**Required work**
Your response should be an exact transcription of the data, images excluded.

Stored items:

---+---

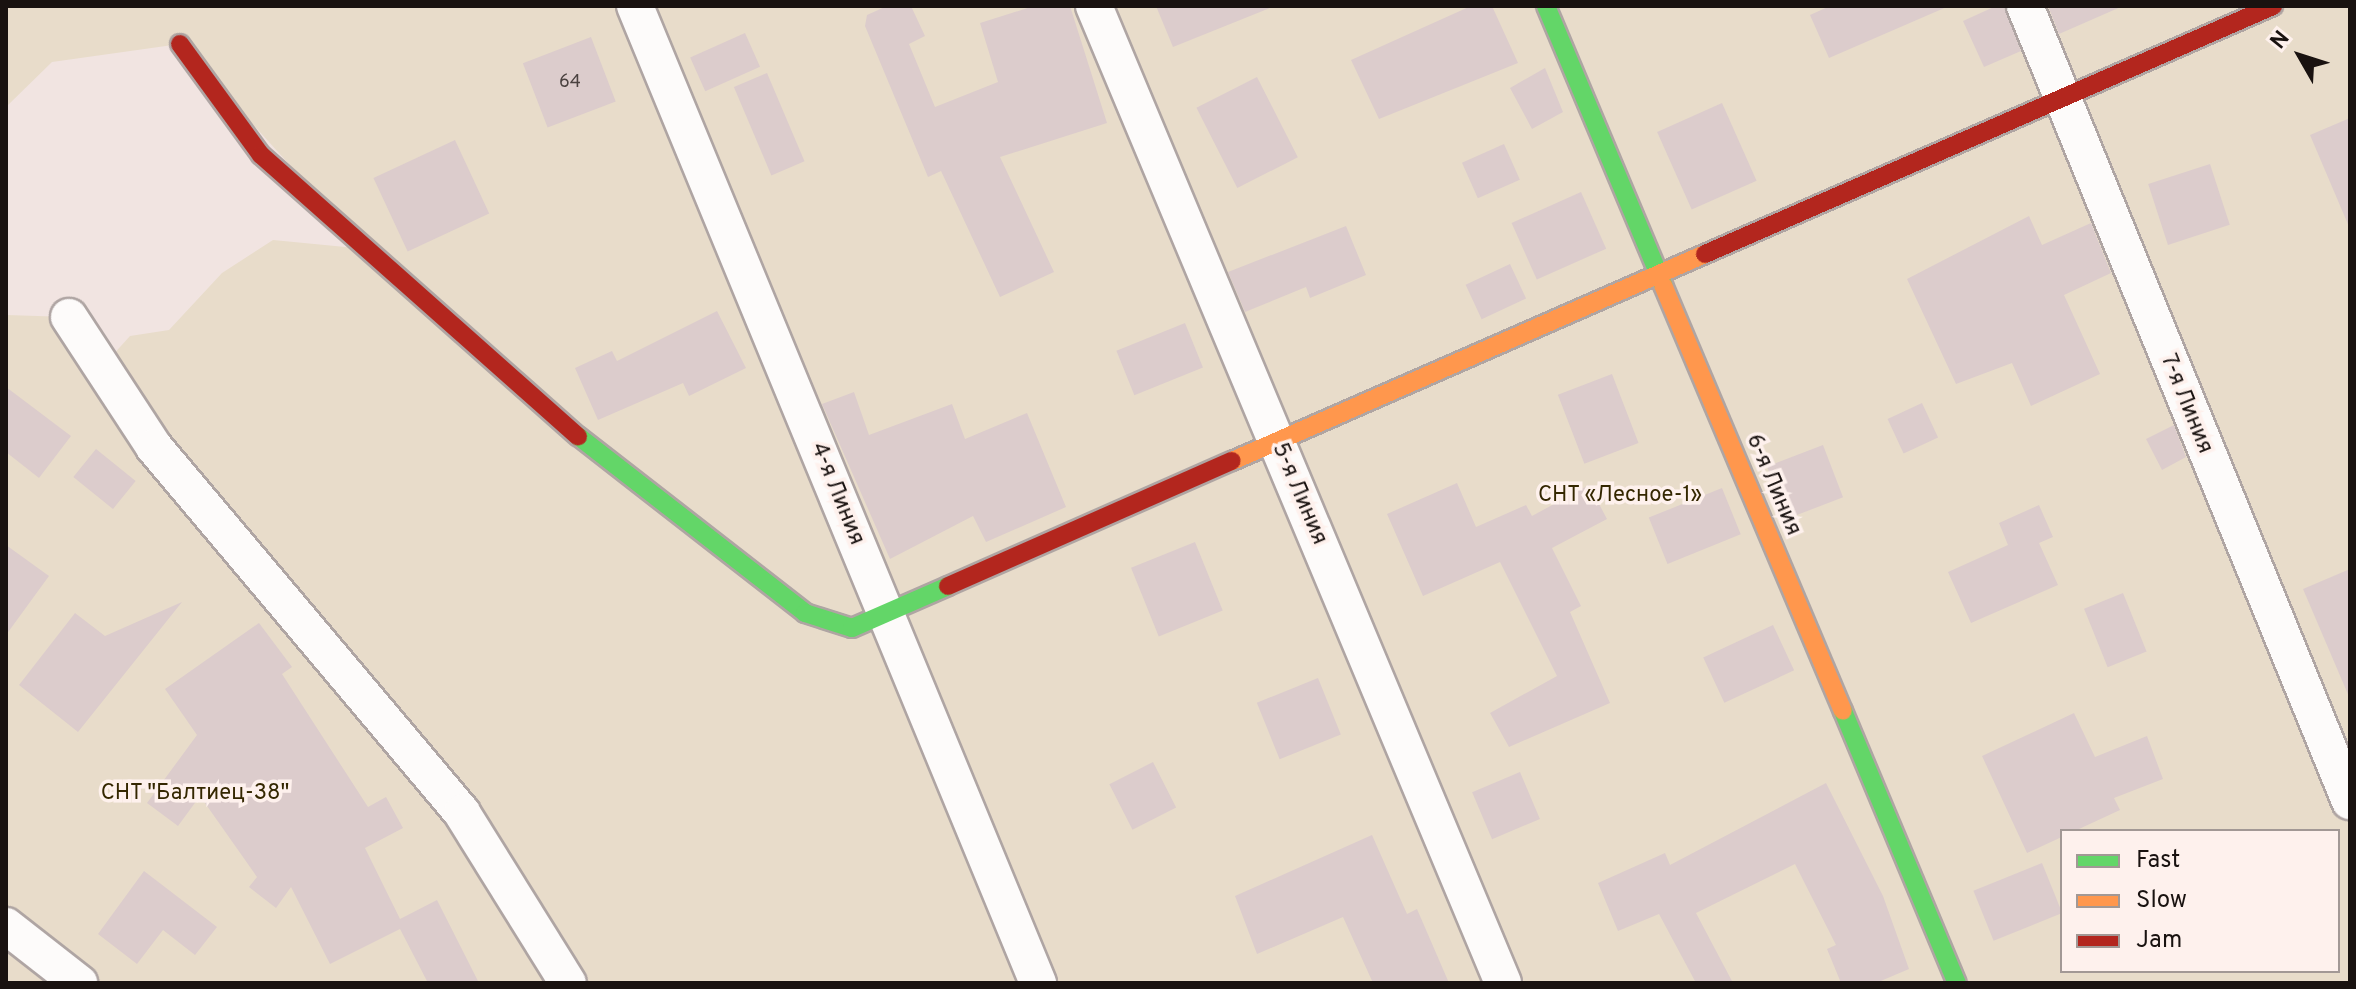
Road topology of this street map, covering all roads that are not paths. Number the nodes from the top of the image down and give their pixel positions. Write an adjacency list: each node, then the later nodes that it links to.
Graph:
1 (635, 6): 11 (street, 4-я Линия)
2 (1094, 6): 10 (street, 5-я Линия)
3 (1546, 6): 8 (street, 6-я Линия)
4 (2025, 6): 7 (street, 7-я Линия)
5 (2273, 6): 7 (street)
6 (180, 44): 11 (street)
7 (2060, 97): 8 (street); 12 (street, 7-я Линия)
8 (1656, 270): 10 (street); 18 (street, 6-я Линия)
9 (69, 317): 15 (street)
10 (1278, 444): 11 (street); 17 (street, 5-я Линия)
11 (886, 613): 16 (street, 4-я Линия)
12 (2350, 801)
13 (6, 926): 14 (street)
14 (79, 983)
15 (568, 983)
16 (1038, 983)
17 (1503, 983)
18 (1957, 983)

---+---

**Exercise response**
Road topology of this street map, covering all roads that are not paths. Number the nodes from the top of the image down and give their pixel positions. Write an adjacency list: each node, then the later nodes that it links to.
Graph:
1 (635, 6): 11 (street, 4-я Линия)
2 (1094, 6): 10 (street, 5-я Линия)
3 (1546, 6): 8 (street, 6-я Линия)
4 (2025, 6): 7 (street, 7-я Линия)
5 (2273, 6): 7 (street)
6 (180, 44): 11 (street)
7 (2060, 97): 8 (street); 12 (street, 7-я Линия)
8 (1656, 270): 10 (street); 18 (street, 6-я Линия)
9 (69, 317): 15 (street)
10 (1278, 444): 11 (street); 17 (street, 5-я Линия)
11 (886, 613): 16 (street, 4-я Линия)
12 (2350, 801)
13 (6, 926): 14 (street)
14 (79, 983)
15 (568, 983)
16 (1038, 983)
17 (1503, 983)
18 (1957, 983)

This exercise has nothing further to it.